What is being asked.
Go through the data below. List every line that holds the word "street".

[Stored items]
=== Section Start ===
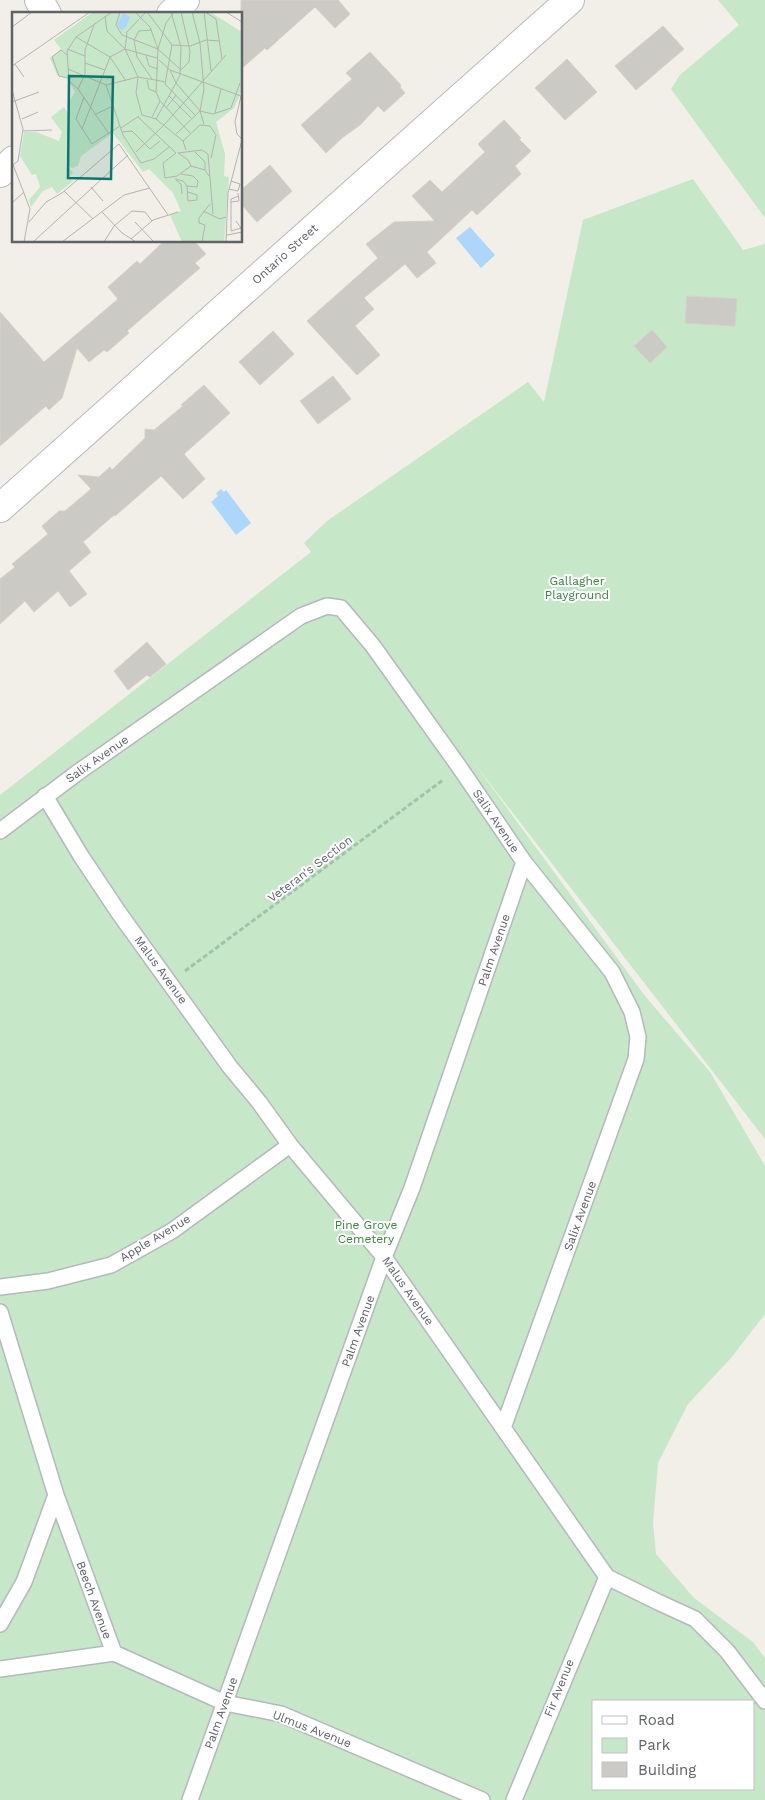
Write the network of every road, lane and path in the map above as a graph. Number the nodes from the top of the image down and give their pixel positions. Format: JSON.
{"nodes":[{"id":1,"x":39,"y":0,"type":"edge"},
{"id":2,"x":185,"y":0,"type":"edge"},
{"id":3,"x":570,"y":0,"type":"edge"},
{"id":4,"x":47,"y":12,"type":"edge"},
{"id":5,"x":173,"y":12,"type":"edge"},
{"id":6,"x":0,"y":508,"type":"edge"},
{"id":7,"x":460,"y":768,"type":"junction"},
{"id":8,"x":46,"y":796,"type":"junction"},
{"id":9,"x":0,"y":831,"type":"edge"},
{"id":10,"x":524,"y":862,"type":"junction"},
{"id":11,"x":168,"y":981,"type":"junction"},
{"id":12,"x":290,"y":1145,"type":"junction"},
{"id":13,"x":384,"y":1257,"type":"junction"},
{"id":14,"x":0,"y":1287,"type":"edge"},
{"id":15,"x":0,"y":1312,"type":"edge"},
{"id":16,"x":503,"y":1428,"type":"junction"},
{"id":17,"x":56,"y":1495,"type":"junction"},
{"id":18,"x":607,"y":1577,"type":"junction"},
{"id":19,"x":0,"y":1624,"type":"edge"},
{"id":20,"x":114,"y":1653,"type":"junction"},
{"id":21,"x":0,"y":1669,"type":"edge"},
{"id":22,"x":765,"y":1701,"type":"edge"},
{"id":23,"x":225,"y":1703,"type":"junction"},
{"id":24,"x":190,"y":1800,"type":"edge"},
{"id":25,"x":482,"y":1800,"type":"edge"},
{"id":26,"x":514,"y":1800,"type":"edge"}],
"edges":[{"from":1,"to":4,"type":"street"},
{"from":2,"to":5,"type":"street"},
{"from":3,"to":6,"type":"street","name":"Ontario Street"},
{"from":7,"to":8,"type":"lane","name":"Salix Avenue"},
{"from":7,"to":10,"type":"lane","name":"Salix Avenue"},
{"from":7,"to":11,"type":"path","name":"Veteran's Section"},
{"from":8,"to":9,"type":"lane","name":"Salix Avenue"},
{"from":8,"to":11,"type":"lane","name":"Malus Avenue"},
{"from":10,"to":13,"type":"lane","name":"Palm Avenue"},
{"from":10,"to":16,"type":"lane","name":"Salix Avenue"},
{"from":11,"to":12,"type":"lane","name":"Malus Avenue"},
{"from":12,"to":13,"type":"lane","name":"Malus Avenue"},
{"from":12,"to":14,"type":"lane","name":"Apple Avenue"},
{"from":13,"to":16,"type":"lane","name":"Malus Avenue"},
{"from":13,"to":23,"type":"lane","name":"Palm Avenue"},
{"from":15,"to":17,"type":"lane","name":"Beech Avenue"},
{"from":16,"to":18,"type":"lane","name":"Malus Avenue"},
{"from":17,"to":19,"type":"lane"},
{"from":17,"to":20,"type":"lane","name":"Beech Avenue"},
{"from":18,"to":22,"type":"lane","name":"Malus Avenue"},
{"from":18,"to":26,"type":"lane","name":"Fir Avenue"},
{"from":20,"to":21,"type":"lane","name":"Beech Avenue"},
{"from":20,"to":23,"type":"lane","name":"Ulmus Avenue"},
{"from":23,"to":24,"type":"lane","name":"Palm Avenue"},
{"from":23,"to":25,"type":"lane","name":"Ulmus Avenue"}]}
=== Section End ===
Reply.
"edges":[{"from":1,"to":4,"type":"street"},
{"from":2,"to":5,"type":"street"},
{"from":3,"to":6,"type":"street","name":"Ontario Street"},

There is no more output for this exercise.